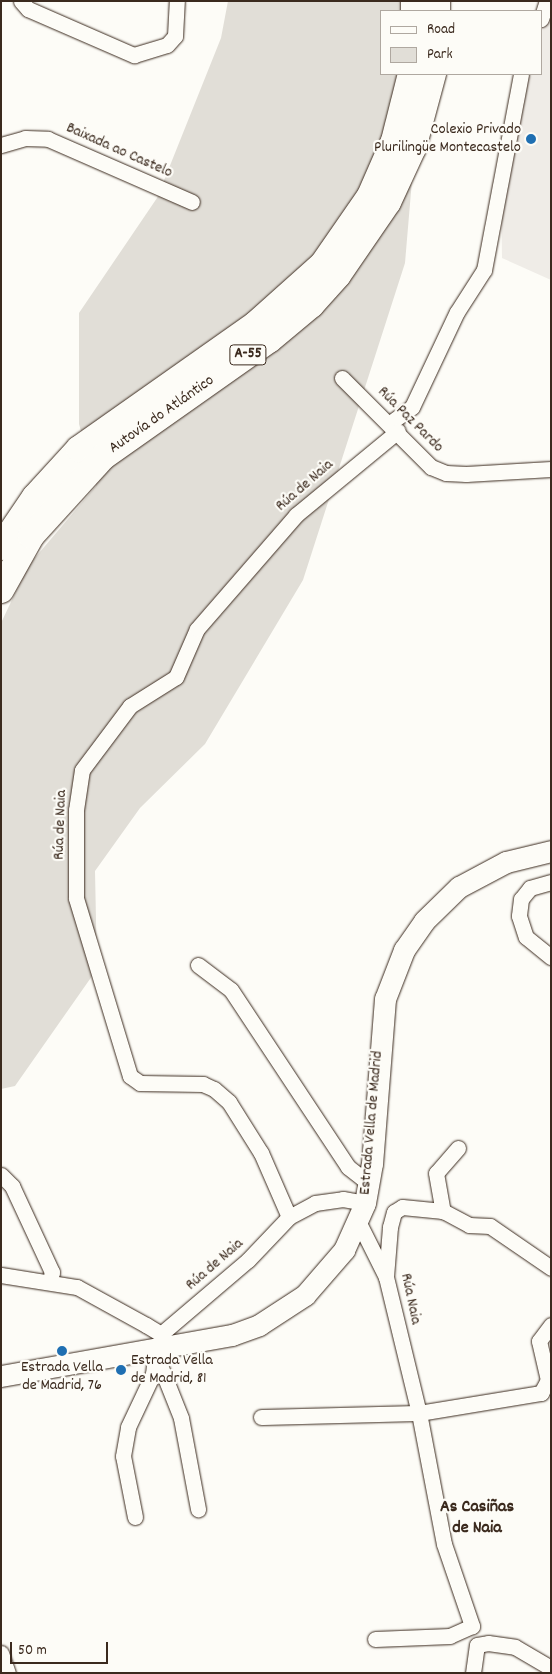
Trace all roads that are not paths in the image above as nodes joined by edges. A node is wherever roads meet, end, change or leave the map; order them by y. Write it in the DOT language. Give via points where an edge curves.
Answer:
graph roads {
  1 [pos="21,1"];
  2 [pos="177,1"];
  3 [pos="547,1"];
  4 [pos="542,16"];
  5 [pos="411,75"];
  6 [pos="433,75"];
  7 [pos="521,75"];
  8 [pos="1,145"];
  9 [pos="192,202"];
  10 [pos="342,378"];
  11 [pos="394,427"];
  12 [pos="551,469"];
  13 [pos="35,497"];
  14 [pos="1,534"];
  15 [pos="1,547"];
  16 [pos="1,590"];
  17 [pos="551,851"];
  18 [pos="551,882"];
  19 [pos="551,957"];
  20 [pos="198,965"];
  21 [pos="458,1148"];
  22 [pos="1,1175"];
  23 [pos="368,1193"];
  24 [pos="443,1211"];
  25 [pos="289,1217"];
  26 [pos="359,1223"];
  27 [pos="551,1268"];
  28 [pos="1,1275"];
  29 [pos="386,1276"];
  30 [pos="50,1281"];
  31 [pos="551,1325"];
  32 [pos="158,1348"];
  33 [pos="1,1376"];
  34 [pos="419,1413"];
  35 [pos="261,1417"];
  36 [pos="198,1509"];
  37 [pos="135,1517"];
  38 [pos="472,1626"];
  39 [pos="375,1639"];
  40 [pos="477,1645"];
  41 [pos="1,1652"];
  42 [pos="551,1668"];
  43 [pos="8,1673"];
  44 [pos="473,1673"];
  1 -- 2 [label="street" via="28,9 134,55 167,45 175,36"];
  3 -- 4 [label="street"];
  5 -- 13 [label="highway, Autovía do Atlántico / A-55" via="394,141 370,196 323,264 256,324 79,449"];
  6 -- 16 [label="highway, Autovía do Atlántico / A-55" via="413,148 388,202 338,275 311,305 269,340 103,457 31,536"];
  7 -- 11 [label="street, Rúa de Naia" via="484,270 457,312 412,406"];
  8 -- 9 [label="street, Baixada ao Castelo" via="24,138 48,140"];
  10 -- 11 [label="street, Rúa Paz Pardo"];
  11 -- 12 [label="street, Rúa Paz Pardo" via="432,467 446,473"];
  11 -- 25 [label="street, Rúa de Naia" via="296,515 197,629 176,677 130,706 82,770 76,810 76,898 130,1076 140,1083 203,1084 229,1102 261,1152"];
  13 -- 14 [label="highway, A-55"];
  13 -- 15 [label="highway, Autovía do Atlántico / A-55"];
  17 -- 23 [label="main road, Estrada Vella de Madrid" via="506,862 459,887 424,921 404,950 385,998"];
  18 -- 19 [label="street" via="530,888 521,899 519,916 526,937"];
  20 -- 23 [label="street" via="231,990 348,1168"];
  21 -- 24 [label="street" via="436,1173"];
  22 -- 30 [label="street" via="12,1186 48,1263"];
  23 -- 25 [label="street, Rúa de Naia" via="315,1204"];
  23 -- 26 [label="main road, Estrada Vella de Madrid"];
  24 -- 27 [label="street, Rúa Naia" via="469,1225 490,1226"];
  24 -- 29 [label="street, Rúa Naia" via="422,1206 402,1207 394,1212"];
  25 -- 32 [label="street, Rúa de Naia"];
  26 -- 29 [label="street"];
  26 -- 32 [label="main road, Estrada Vella de Madrid" via="324,1276 284,1312 232,1335"];
  28 -- 30 [label="street"];
  29 -- 34 [label="street, Rúa Naia"];
  30 -- 32 [label="street" via="78,1287"];
  31 -- 34 [label="street" via="539,1341 548,1380 541,1393"];
  32 -- 33 [label="main road, Estrada Vella de Madrid"];
  32 -- 36 [label="street" via="181,1418"];
  32 -- 37 [label="street" via="153,1374 128,1427 123,1456"];
  34 -- 35 [label="street"];
  34 -- 38 [label="street, Rúa Naia" via="444,1544"];
  38 -- 39 [label="street" via="450,1636"];
  38 -- 40 [label="street, Rúa Naia"];
  40 -- 42 [label="street" via="515,1648"];
  40 -- 44 [label="street, Rúa Naia"];
  41 -- 43 [label="street"];
}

-*-*-

EXERCISE PROMPT — Each line above is to be copied exactly, and the pictures are to be dropped.

EXPECTED OUTPUT —
Trace all roads that are not paths in the image above as nodes joined by edges. A node is wherever roads meet, end, change or leave the map; order them by y. Write it in the DOT language. Give via points where an edge curves.
Answer:
graph roads {
  1 [pos="21,1"];
  2 [pos="177,1"];
  3 [pos="547,1"];
  4 [pos="542,16"];
  5 [pos="411,75"];
  6 [pos="433,75"];
  7 [pos="521,75"];
  8 [pos="1,145"];
  9 [pos="192,202"];
  10 [pos="342,378"];
  11 [pos="394,427"];
  12 [pos="551,469"];
  13 [pos="35,497"];
  14 [pos="1,534"];
  15 [pos="1,547"];
  16 [pos="1,590"];
  17 [pos="551,851"];
  18 [pos="551,882"];
  19 [pos="551,957"];
  20 [pos="198,965"];
  21 [pos="458,1148"];
  22 [pos="1,1175"];
  23 [pos="368,1193"];
  24 [pos="443,1211"];
  25 [pos="289,1217"];
  26 [pos="359,1223"];
  27 [pos="551,1268"];
  28 [pos="1,1275"];
  29 [pos="386,1276"];
  30 [pos="50,1281"];
  31 [pos="551,1325"];
  32 [pos="158,1348"];
  33 [pos="1,1376"];
  34 [pos="419,1413"];
  35 [pos="261,1417"];
  36 [pos="198,1509"];
  37 [pos="135,1517"];
  38 [pos="472,1626"];
  39 [pos="375,1639"];
  40 [pos="477,1645"];
  41 [pos="1,1652"];
  42 [pos="551,1668"];
  43 [pos="8,1673"];
  44 [pos="473,1673"];
  1 -- 2 [label="street" via="28,9 134,55 167,45 175,36"];
  3 -- 4 [label="street"];
  5 -- 13 [label="highway, Autovía do Atlántico / A-55" via="394,141 370,196 323,264 256,324 79,449"];
  6 -- 16 [label="highway, Autovía do Atlántico / A-55" via="413,148 388,202 338,275 311,305 269,340 103,457 31,536"];
  7 -- 11 [label="street, Rúa de Naia" via="484,270 457,312 412,406"];
  8 -- 9 [label="street, Baixada ao Castelo" via="24,138 48,140"];
  10 -- 11 [label="street, Rúa Paz Pardo"];
  11 -- 12 [label="street, Rúa Paz Pardo" via="432,467 446,473"];
  11 -- 25 [label="street, Rúa de Naia" via="296,515 197,629 176,677 130,706 82,770 76,810 76,898 130,1076 140,1083 203,1084 229,1102 261,1152"];
  13 -- 14 [label="highway, A-55"];
  13 -- 15 [label="highway, Autovía do Atlántico / A-55"];
  17 -- 23 [label="main road, Estrada Vella de Madrid" via="506,862 459,887 424,921 404,950 385,998"];
  18 -- 19 [label="street" via="530,888 521,899 519,916 526,937"];
  20 -- 23 [label="street" via="231,990 348,1168"];
  21 -- 24 [label="street" via="436,1173"];
  22 -- 30 [label="street" via="12,1186 48,1263"];
  23 -- 25 [label="street, Rúa de Naia" via="315,1204"];
  23 -- 26 [label="main road, Estrada Vella de Madrid"];
  24 -- 27 [label="street, Rúa Naia" via="469,1225 490,1226"];
  24 -- 29 [label="street, Rúa Naia" via="422,1206 402,1207 394,1212"];
  25 -- 32 [label="street, Rúa de Naia"];
  26 -- 29 [label="street"];
  26 -- 32 [label="main road, Estrada Vella de Madrid" via="324,1276 284,1312 232,1335"];
  28 -- 30 [label="street"];
  29 -- 34 [label="street, Rúa Naia"];
  30 -- 32 [label="street" via="78,1287"];
  31 -- 34 [label="street" via="539,1341 548,1380 541,1393"];
  32 -- 33 [label="main road, Estrada Vella de Madrid"];
  32 -- 36 [label="street" via="181,1418"];
  32 -- 37 [label="street" via="153,1374 128,1427 123,1456"];
  34 -- 35 [label="street"];
  34 -- 38 [label="street, Rúa Naia" via="444,1544"];
  38 -- 39 [label="street" via="450,1636"];
  38 -- 40 [label="street, Rúa Naia"];
  40 -- 42 [label="street" via="515,1648"];
  40 -- 44 [label="street, Rúa Naia"];
  41 -- 43 [label="street"];
}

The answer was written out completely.